Citation: HortScience 57, 5; 10.21273/HORTSCI16473-22

‘Zixiangrong’, ‘Huzhongyue’, ‘Mudanyueji’, ‘Yipinzhuyi’, and ‘Huzhongyue’ contained high amounts of geraniol at 392 μg·g−1, DMT at 76 μg·g−1, citronellol at 63 μg·g−1, 2-phenylethanol at 76 μg·g−1, and germacrene D at 173 μg·g−1 (Supplemental Table 3). The release of total VOCs was in the following order: ‘Zixiangrong’ > ‘Huzhongyue > ‘Mudanyueji’ > ‘Ruanhongxiang’ > ‘Jinfenlian’ > ‘Yushizhuang’ > ‘Old Blush’ (Fig. 1B). Furthermore, the results showed that 85% of the Chinese old garden roses examined were strikingly fragrant, suggesting that Chinese old garden roses are a significant germplasm resource for scent breeding of rose.

Qualitative and quantitative analyses of volatile components in modern roses.

Modern roses are used as cut flowers, potted plants, and garden plants, at an annual value of more than $10 billion, and high economic value also lies in the use of their petals as a source of natural fragrances and flavorings. However, most modern cut-flower varieties of rose lack distinct fragrances (Yan et al., 2018), and less than 10% of the 35,000 modern rose cultivars are scented (Yan et al., 2021). In this study, 15 cultivars with strong scents were chosen for evaluation by GC/MS. Benzenoids/phenylpropanoids, terpenoids, and fatty acid derivatives were identified in these roses (Supplemental Table 4). Alcohols represented 52.67% of the total volatiles in ‘Yunxiang’, which contained higher amounts of 2-phenylethanol at 190 μg·g−1 and β-citronellol at 78 μg·g−1 (Fig. 1C). A higher release of phenethyl acetate was detected in ‘Yunshi No. 1’ and ‘Yunxiang’, at 43 and 30 μg·g−1, respectively. Terpenes were the main components in ‘Hongshuangxi’, including citronellol at 54 μg·g−1, geraniol at 43 μg·g−1, and germacrene D at 22 μg·g−1 (Fig. 3C). The three dominant volatile compounds were 3,5-dimethoxybenzene, phenethyl alcohol, and 1,3,5-trimethoxybenzene in ‘Jinyindao’ and ‘Mitang’ (Fig. 2C). 3,5-Dimethoxybezene accounted for 87.29% of the total volatiles in ‘Mitang’, which contained high amounts of this substance at 837 μg·g−1 (Supplemental Table 5).

Hierarchical cluster analysis and principal component analysis.

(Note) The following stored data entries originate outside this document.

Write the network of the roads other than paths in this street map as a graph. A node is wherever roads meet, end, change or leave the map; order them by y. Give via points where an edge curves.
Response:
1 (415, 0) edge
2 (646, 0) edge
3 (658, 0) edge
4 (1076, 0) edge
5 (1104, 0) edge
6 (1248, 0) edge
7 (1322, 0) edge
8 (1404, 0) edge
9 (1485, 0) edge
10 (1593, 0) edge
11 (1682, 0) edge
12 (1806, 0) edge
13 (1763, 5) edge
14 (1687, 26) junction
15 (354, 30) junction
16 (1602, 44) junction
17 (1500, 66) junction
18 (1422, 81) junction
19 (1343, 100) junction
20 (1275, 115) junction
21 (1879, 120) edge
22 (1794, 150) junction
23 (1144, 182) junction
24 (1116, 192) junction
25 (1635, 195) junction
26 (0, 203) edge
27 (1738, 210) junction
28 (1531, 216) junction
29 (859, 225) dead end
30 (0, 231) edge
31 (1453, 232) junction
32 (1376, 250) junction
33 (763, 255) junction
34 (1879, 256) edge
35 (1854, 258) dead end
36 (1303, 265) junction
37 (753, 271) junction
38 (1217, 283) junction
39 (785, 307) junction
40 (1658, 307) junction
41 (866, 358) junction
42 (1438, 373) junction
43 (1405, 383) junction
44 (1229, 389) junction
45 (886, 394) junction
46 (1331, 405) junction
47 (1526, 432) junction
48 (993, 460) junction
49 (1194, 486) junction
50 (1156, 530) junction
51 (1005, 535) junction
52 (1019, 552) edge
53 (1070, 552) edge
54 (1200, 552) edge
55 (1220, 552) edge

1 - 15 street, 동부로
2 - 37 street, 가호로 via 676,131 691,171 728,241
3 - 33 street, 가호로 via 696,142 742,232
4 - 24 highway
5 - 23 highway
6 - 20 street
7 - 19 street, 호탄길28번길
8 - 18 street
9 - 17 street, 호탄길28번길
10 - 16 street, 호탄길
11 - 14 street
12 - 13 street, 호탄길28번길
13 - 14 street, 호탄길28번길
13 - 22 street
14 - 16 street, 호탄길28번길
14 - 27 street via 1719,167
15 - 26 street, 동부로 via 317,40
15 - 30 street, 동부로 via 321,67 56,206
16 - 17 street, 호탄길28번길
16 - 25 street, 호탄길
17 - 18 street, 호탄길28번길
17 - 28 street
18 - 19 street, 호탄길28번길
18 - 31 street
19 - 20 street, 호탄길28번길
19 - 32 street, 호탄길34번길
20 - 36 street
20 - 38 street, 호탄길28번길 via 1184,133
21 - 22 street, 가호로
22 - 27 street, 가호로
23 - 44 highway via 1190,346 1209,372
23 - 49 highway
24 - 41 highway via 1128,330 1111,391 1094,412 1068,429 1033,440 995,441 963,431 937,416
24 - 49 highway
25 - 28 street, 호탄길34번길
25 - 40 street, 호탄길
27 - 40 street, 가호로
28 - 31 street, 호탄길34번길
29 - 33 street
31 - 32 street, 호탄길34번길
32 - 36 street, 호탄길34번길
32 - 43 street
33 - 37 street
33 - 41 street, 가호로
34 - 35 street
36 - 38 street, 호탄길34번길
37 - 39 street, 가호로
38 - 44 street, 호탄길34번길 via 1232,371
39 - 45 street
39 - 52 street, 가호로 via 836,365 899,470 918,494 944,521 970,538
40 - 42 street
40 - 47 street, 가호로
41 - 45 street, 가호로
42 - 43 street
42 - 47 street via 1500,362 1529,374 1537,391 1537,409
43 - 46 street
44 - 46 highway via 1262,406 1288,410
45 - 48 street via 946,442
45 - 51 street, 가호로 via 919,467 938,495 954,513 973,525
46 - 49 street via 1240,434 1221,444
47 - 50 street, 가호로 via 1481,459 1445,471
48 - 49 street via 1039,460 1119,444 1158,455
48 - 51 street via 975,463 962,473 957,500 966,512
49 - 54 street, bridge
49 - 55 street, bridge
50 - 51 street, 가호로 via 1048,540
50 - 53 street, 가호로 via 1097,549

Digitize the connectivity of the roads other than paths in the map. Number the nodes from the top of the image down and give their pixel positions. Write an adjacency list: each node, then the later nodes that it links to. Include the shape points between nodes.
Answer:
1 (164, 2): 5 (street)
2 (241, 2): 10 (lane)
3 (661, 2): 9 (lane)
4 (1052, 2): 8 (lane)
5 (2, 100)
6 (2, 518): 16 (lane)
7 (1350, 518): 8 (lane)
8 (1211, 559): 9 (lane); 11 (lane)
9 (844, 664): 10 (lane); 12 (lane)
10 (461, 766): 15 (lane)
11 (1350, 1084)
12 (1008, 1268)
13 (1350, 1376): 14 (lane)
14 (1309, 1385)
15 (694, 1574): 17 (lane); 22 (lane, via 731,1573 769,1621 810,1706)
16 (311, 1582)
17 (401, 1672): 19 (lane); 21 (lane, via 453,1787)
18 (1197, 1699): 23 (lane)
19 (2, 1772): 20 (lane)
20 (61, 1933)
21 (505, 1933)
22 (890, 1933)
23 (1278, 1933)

Hierarchical cluster analysis (HCA) and principal component analysis (PCA) were performed to analyze the correlation between 51 volatile compounds of wild Rosa species, Chinese old garden roses, and modern roses. HCA, using the Pearson correlation as the measurement standard, was used to cluster samples into groups by applying the intergroup connection. The Z score method was used to standardize the related variables to obtain the clustering diagram. The results of HCA are shown in Fig. 4A. HCA clustering showed that there were significant differences among wild Rosa species in VOC composition and quantity. R3 and R9, two wild Rosa species of R. odorata var. gigantea and R. rugosa Thumb., grouped differently based on their remarkably different VOCs. The modern rose R48, ‘Mitang’, was separated into another cluster alone because its VOCs may have been inherited from other wild species or old garden roses. The modern roses R47 and R49, wild Rosa species R11 and R12, and Chinese old garden rose R27 were grouped together. The modern rose R52, wild rose R5, and Chinese old garden rose R26 were grouped together. The modern roses R46, R50, R51, R56, and R58; wild rose R2; and Chinese old garden roses R28, R35, R38, and R41 were grouped together. The modern roses R45, R53, R54, R55, R57, and R59; wild roses R13, R14, R15, and R23; and Chinese old garden roses R29, R34, R37, R40, and R44 were grouped together. The cultivars that clustered into the same group had the same VOCs both in composition and quantity.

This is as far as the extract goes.